UFC bantamweight champion Sean O’Malley sees Paddy Pimblett’s fight with Tony Ferguson as a lose-lose situation for the Liverpudlian.
Last month, Dana White revealed that the much-maligned matchup would take place as part of the promotion’s final pay-per-view of the year, UFC 296. The announcement immediately drew the ire of fight fans who disparaged the decision to put Ferguson, a fighter on a six-fight losing streak, against Pimblett, a budding superstar riding a six-fighting win streak.
Sean O’Malley echoed those same sentiments in a recent YouTube video suggesting that Pimblett has nothing to gain and a lot to lose by taking on Ferguson.
“Initial reaction, I’m like, ‘Goddamn, that’s a lose-lose for Paddy,’” O’Malley said. “You go out there and beat Tony—who’s really good, but on a six-fight losing streak—so if you beat him, you’re not going to get credit for beating f*cking Tony Ferguson. You’re going to get credit for beating a guy that’s like, you should beat him, but it’s a dangerous fight. It’s not that easy of a fight.
“It’s going to be a tough fight. Tony could 100 hundred percent win this fight. Now you’re coming off a loss to a guy—I mean, at least it’s still T-Ferg, but it’s like, is it T-Ferg?” (h/t MMA Fighting).
Tony Ferguson Has Been Fighting Far Tougher Opponents Than Paddy Pimblett
By the time Paddy Pimblett steps inside the Octagon on December 16, it will have been a full year since he escaped with a highly controversial unanimous decision win over Jared ‘Flash’ Gordon at UFC 282. The victory moved ‘The Baddy’ to 4-0 under the UFC banner and a winner of six in a row.
Meanwhile, Ferguson will enter the bout not having entered the win column in more than three years.
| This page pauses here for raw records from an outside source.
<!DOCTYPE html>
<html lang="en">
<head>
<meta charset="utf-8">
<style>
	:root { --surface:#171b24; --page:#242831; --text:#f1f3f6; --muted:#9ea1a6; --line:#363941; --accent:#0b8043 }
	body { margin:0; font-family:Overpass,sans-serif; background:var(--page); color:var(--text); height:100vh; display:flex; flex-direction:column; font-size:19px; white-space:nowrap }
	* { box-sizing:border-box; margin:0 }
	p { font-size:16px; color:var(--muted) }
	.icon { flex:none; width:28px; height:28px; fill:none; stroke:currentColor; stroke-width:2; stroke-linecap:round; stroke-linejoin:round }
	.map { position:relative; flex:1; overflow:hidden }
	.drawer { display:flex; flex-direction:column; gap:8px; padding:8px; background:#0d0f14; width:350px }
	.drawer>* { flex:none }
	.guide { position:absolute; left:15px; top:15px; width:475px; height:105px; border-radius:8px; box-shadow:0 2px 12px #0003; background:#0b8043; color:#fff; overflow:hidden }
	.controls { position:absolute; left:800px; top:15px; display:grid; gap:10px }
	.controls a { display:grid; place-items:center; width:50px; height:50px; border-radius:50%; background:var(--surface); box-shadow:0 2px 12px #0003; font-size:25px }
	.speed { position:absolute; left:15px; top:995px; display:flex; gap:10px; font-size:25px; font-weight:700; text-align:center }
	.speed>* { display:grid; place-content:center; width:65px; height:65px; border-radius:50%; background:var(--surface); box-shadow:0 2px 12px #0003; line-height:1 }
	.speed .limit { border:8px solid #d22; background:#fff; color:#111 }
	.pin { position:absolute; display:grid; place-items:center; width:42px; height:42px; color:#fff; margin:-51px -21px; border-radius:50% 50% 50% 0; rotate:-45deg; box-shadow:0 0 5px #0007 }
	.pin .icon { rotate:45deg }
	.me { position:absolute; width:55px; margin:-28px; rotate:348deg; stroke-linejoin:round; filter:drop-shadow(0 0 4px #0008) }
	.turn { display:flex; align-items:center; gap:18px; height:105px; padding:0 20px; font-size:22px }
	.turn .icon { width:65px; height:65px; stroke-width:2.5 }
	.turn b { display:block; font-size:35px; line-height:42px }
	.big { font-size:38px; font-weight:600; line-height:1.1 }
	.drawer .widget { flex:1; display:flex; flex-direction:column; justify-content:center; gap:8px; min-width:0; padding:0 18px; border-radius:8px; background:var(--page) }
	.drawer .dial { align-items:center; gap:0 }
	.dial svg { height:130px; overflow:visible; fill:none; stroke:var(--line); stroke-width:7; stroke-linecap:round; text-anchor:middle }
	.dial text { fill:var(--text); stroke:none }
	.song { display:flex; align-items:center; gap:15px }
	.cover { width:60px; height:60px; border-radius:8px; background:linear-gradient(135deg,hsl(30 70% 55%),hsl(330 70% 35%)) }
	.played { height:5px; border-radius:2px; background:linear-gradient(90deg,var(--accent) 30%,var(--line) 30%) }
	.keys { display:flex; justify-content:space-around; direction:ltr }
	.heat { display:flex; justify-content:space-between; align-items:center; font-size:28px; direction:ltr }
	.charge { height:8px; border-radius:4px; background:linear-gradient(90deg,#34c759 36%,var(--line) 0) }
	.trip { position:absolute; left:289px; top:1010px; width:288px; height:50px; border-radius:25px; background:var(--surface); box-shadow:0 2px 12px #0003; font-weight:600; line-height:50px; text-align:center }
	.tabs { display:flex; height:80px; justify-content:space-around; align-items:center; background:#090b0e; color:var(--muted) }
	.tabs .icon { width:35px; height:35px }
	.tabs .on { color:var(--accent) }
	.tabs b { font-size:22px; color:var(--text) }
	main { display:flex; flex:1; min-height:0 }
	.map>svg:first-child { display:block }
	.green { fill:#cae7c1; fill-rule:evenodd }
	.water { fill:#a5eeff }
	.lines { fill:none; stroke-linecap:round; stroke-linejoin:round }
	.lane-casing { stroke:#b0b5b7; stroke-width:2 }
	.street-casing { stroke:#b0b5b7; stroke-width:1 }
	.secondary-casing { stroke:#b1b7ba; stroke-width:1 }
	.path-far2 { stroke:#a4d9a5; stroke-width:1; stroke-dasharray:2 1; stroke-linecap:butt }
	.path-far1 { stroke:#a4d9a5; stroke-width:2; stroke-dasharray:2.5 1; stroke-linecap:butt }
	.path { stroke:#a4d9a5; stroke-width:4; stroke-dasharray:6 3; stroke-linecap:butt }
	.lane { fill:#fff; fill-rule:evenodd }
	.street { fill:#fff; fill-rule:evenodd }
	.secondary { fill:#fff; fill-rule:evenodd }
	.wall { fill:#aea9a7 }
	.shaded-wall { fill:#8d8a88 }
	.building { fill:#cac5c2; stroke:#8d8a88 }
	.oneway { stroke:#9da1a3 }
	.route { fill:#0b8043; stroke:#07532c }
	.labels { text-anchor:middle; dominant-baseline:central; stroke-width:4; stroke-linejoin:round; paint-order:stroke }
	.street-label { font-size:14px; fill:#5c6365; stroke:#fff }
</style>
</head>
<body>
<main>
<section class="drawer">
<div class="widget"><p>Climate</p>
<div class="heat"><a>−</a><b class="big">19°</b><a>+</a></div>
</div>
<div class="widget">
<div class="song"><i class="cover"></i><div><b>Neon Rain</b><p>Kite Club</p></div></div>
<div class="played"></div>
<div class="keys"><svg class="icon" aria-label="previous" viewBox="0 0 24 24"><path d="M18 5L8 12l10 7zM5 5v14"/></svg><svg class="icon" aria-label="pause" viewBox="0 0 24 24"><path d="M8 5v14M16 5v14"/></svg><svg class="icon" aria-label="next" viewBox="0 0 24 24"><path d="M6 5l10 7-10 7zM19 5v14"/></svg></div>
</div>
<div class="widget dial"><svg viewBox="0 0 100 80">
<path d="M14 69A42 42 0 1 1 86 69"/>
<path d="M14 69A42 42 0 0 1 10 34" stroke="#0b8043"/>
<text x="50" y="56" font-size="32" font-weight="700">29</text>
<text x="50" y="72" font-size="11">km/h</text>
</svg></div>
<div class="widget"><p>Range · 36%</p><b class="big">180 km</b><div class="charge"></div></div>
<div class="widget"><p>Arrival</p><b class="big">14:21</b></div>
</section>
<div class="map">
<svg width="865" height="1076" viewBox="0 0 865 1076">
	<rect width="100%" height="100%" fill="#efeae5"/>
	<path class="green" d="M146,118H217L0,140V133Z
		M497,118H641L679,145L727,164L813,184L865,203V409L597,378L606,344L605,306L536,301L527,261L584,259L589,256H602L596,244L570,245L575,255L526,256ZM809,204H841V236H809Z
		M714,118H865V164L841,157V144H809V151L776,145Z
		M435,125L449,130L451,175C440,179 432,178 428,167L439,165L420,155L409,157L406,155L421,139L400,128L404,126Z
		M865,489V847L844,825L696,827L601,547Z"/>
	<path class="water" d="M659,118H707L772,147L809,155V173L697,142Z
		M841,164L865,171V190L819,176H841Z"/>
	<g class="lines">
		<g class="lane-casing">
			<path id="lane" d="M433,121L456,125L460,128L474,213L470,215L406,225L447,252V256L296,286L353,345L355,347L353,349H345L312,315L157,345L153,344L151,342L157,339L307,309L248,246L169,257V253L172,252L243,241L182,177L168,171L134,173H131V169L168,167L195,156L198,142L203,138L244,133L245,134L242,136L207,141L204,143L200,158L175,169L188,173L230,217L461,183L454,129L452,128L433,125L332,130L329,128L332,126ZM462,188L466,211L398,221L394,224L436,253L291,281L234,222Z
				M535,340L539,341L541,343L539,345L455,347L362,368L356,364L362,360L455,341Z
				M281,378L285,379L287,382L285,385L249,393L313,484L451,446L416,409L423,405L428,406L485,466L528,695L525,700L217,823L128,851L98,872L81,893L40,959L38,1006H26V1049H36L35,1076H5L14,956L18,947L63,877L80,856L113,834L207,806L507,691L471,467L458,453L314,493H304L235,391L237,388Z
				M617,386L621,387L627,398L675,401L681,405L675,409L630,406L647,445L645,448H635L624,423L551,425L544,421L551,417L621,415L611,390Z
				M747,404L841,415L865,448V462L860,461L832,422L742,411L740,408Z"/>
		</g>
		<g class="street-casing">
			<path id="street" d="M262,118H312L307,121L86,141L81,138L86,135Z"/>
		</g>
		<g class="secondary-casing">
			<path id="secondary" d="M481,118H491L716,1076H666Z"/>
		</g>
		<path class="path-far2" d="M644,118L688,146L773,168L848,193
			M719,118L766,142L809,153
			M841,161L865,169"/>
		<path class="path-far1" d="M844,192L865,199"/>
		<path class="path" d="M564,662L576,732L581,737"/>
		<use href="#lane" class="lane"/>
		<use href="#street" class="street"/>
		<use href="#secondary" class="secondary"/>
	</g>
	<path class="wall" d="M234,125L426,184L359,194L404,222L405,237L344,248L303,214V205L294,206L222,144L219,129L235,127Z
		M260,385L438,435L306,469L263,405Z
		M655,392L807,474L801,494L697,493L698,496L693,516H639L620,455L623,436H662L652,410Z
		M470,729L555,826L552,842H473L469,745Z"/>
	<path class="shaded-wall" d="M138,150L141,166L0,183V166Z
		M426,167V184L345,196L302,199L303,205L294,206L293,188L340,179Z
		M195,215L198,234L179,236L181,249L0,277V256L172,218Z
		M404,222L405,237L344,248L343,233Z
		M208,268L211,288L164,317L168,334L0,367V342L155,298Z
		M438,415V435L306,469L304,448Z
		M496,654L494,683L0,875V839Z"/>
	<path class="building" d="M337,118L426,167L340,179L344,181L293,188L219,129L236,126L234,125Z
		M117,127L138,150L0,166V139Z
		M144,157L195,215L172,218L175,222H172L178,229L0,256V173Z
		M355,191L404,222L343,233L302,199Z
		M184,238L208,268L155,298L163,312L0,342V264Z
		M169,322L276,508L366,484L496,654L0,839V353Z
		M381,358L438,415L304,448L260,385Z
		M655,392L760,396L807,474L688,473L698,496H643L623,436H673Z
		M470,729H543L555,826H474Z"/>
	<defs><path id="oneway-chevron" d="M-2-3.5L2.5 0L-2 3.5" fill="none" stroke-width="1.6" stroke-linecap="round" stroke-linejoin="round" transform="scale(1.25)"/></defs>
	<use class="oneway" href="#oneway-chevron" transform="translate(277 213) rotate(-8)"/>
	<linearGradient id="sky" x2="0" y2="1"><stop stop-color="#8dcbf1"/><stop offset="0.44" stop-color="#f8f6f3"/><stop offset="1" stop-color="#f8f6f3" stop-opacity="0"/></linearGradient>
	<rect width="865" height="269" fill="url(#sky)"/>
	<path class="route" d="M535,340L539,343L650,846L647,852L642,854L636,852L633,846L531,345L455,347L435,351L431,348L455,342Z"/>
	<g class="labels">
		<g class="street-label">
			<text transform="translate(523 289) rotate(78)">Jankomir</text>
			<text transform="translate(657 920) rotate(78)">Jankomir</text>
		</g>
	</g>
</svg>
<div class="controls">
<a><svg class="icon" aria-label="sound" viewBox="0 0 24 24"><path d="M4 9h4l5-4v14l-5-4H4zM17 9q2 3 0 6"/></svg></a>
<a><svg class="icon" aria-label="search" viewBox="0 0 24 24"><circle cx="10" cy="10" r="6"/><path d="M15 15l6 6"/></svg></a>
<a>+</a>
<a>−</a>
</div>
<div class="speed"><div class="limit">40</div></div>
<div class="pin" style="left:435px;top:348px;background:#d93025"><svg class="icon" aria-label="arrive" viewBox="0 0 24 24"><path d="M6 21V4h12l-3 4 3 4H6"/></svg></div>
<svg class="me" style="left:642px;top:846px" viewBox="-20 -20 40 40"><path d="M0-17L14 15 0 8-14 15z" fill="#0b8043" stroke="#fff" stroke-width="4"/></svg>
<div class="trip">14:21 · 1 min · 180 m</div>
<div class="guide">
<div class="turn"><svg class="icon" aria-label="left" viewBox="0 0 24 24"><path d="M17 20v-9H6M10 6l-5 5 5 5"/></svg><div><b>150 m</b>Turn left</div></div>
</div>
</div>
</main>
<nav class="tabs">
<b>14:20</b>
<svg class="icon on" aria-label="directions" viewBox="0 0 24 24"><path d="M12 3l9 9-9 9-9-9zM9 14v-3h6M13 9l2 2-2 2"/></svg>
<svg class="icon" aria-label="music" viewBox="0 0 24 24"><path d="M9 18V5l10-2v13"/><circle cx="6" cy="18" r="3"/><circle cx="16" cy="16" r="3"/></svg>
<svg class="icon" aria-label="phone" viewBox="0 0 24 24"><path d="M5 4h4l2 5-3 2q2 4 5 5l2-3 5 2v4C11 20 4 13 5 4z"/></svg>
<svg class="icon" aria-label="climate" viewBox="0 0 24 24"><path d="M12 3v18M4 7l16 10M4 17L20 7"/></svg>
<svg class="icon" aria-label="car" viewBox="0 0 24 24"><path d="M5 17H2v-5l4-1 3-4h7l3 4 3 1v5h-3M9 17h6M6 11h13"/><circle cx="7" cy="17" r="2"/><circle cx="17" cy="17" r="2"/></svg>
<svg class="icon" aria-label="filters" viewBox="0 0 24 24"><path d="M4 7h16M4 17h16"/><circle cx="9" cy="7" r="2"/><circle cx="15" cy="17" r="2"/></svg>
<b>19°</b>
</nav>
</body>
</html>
Though to be fair, his near-record-setting streak of losses has come against a murderer’s row of lightweight killers including Justin Gaethje, Charles Oliveira, Beneil Dariush, Michael Chandler, Nate Diaz, and Bobby Green. Looking at the strength of schedule for ‘El Cucuy‘ and the lackluster performance from Pimblett in his last outing, many believe this could be the fight that puts Tony Ferguson back into the win column.
That would be a disastrous result for Pimblett who is still trying to erase the memory of a fight that, by all accounts, he should have lost.
How do you see things playing out when Paddy Pimblett and Tony Ferguson step inside the cage at UFC 296?